February 17, 2004 at 7:41 am
Mike,
I don't think so. I scripted out the index from the table to use it in the job for recreation. I changed nothing. Here it is:
CREATE UNIQUE CLUSTERED INDEX [PS_LA_OPR_DEPT] ON [dbo].[PS_LA_OPR_DEPT]([OPRID], [DEPTID]) WITH FILLFACTOR = 90 ON [PRIMARY]
Thanks,
Chris
February 17, 2004 at 11:29 am
Last idea: maybe you used to have statistics that were out-of-date & inducing the optimizer to choose bad query plan, but these statistics were dropped when you dropped indexes manually?
My coworker, Wei, says he read an article on this in SQL Server Pro magazine a couple years ago. For statistics to that bad I think you'd either have to have autoupdate stats disabled, or else it the autoupdate stats was not working right.
At first I did not believe it would be possible for presence of statistics to hurt performance, but I guess I'm now convinced that it's possible.
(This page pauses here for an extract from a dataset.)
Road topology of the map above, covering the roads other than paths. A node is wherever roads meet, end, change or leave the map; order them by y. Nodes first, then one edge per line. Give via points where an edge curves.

Do you know if you dropped the statistics "indexes" when you dropped & recreated indexes?
If no resolution to this, and you revert to old plan of using DBREINDEX, and then notice performance start to decay, how about some capturing query plans before and then again after your manual reindexing, might show you something?
Regardless, this is very interesting to me, and I use DBREINDEX for everything--so I'd like to hear what comes of this if you don't mind: mgood@spheris.com
February 17, 2004 at 12:37 pm
There isn't much wiggle room for me to test this out right now. The query that uses this view is running terribly, even after starting this index drop and recreate. That helped for a couple of days, but it is starting to seem like we are polishing a turd here.
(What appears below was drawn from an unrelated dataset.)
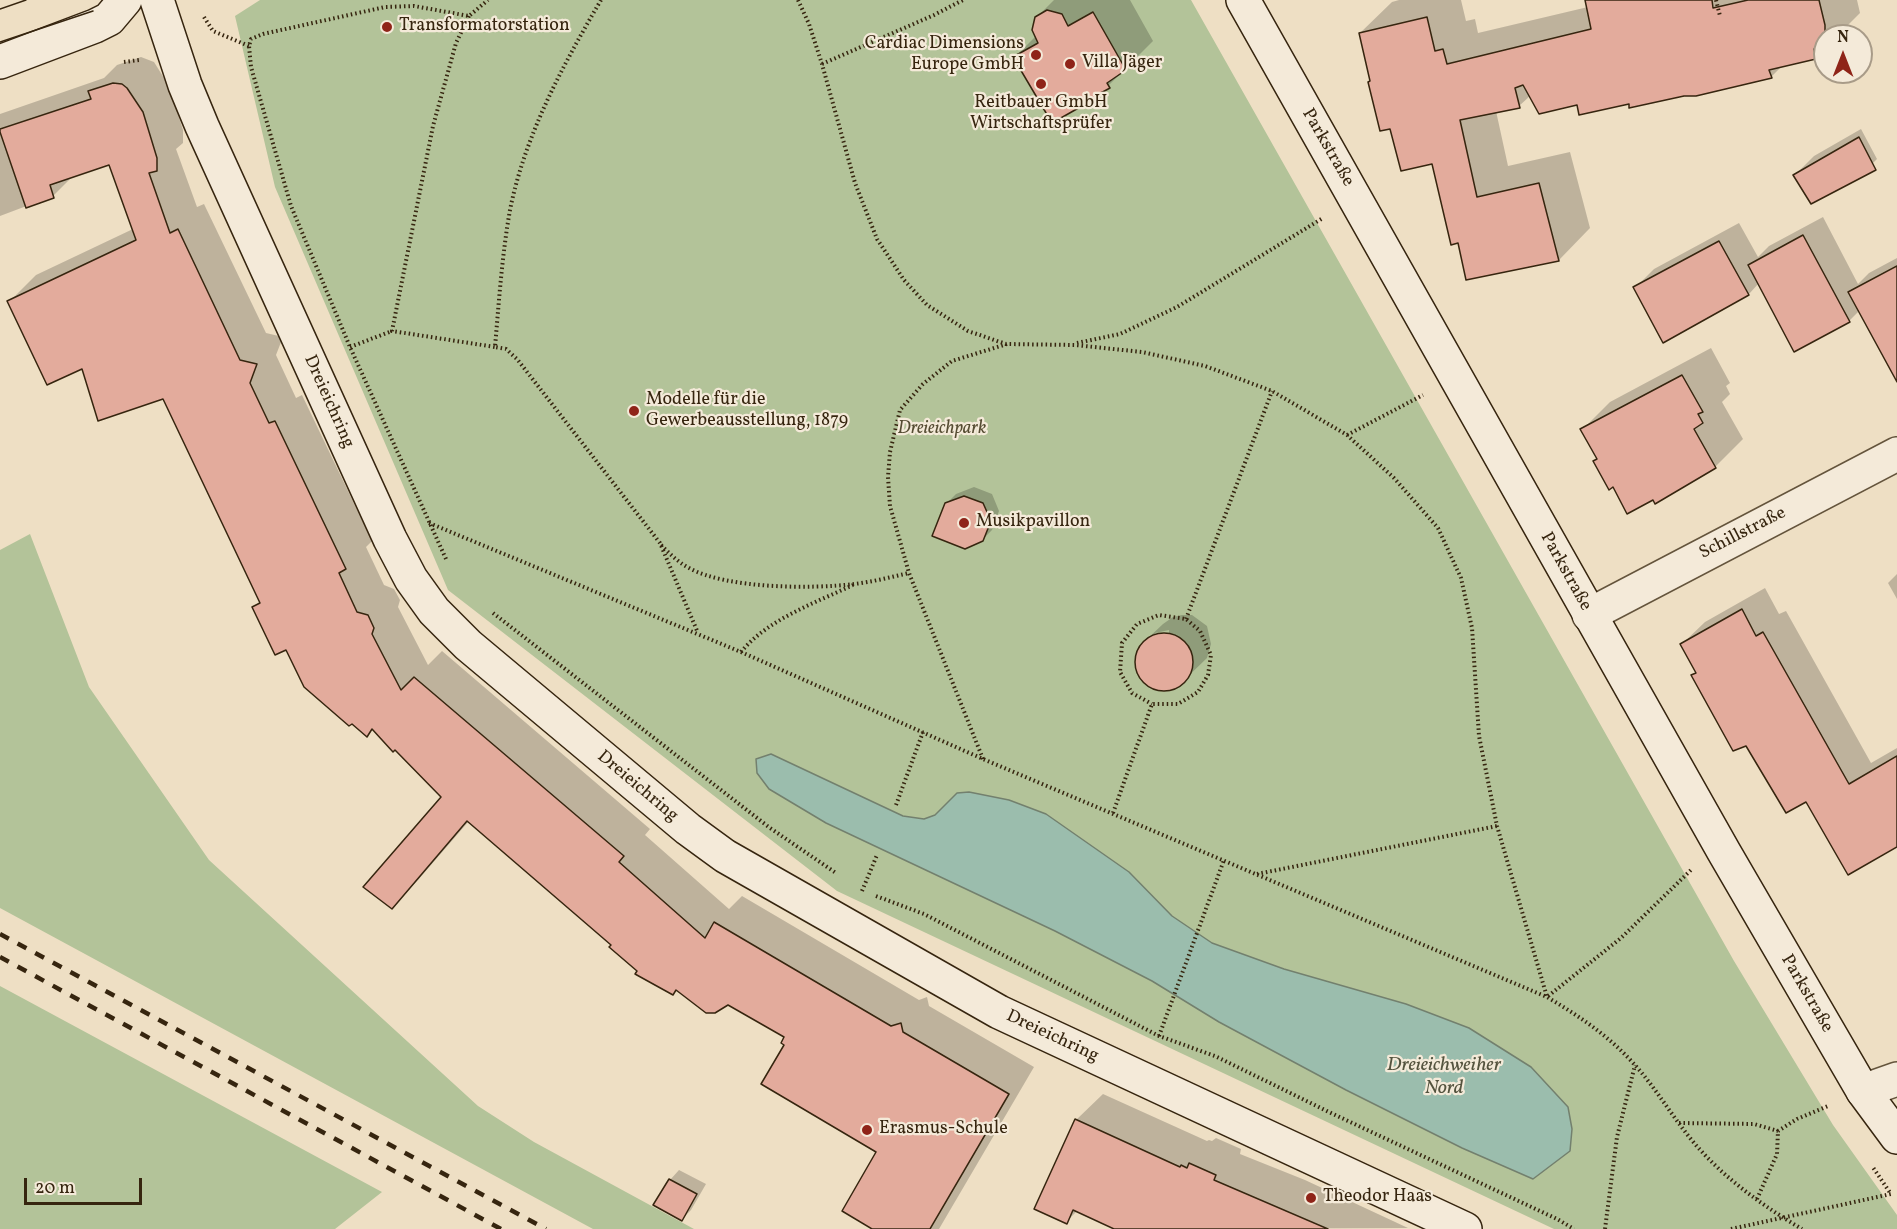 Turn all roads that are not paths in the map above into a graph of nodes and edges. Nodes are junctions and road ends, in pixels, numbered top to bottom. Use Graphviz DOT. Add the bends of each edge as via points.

Before you go changing you way of doing things, I must add another wrinkle to this problem. I didn't mention this before because I didn't, and still don't, think it should matter. The 1.5 million row table gets replaced every night. It is done by Delete and Insert so we have a log of the proceedings. I figure, since the records are deleted, then the index essentially gets rebuilt, in order, since it is clustered, every night.
Before the Index recreate job, on Thursday afternoon (Reindex job runs on Sunday)
DBCC SHOWCONTIG scanning 'PS_LA_OPR_DEPT' table...
Table: 'PS_LA_OPR_DEPT' (588138182); index ID: 1, database ID: 7
TABLE level scan performed.
- Pages Scanned................................: 9955
- Extents Scanned..............................: 1262
- Extent Switches..............................: 1550
- Avg. Pages per Extent........................: 7.9
- Scan Density [Best Count:Actual Count].......: 80.27% [1245:1551]
- Logical Scan Fragmentation ..................: 99.60%
- Extent Scan Fragmentation ...................: 14.42%
- Avg. Bytes Free per Page.....................: 795.3
- Avg. Page Density (full).....................: 90.17%
Morning of the next day, after the Drop and create index jobs ran. (the data delete and insert ran at 22:30 that night)
DBCC SHOWCONTIG scanning 'PS_LA_OPR_DEPT' table...
Table: 'PS_LA_OPR_DEPT' (588138182); index ID: 1, database ID: 7
TABLE level scan performed.
- Pages Scanned................................: 9972
- Extents Scanned..............................: 1260
- Extent Switches..............................: 1259
- Avg. Pages per Extent........................: 7.9
- Scan Density [Best Count:Actual Count].......: 98.97% [1247:1260]
- Logical Scan Fragmentation ..................: 0.07%
- Extent Scan Fragmentation ...................: 18.81%
- Avg. Bytes Free per Page.....................: 797.9
- Avg. Page Density (full).....................: 90.14%
I added Update Usage and Update Stats steps to this job, to be run after the index recreate. I will see if that helps in the morning.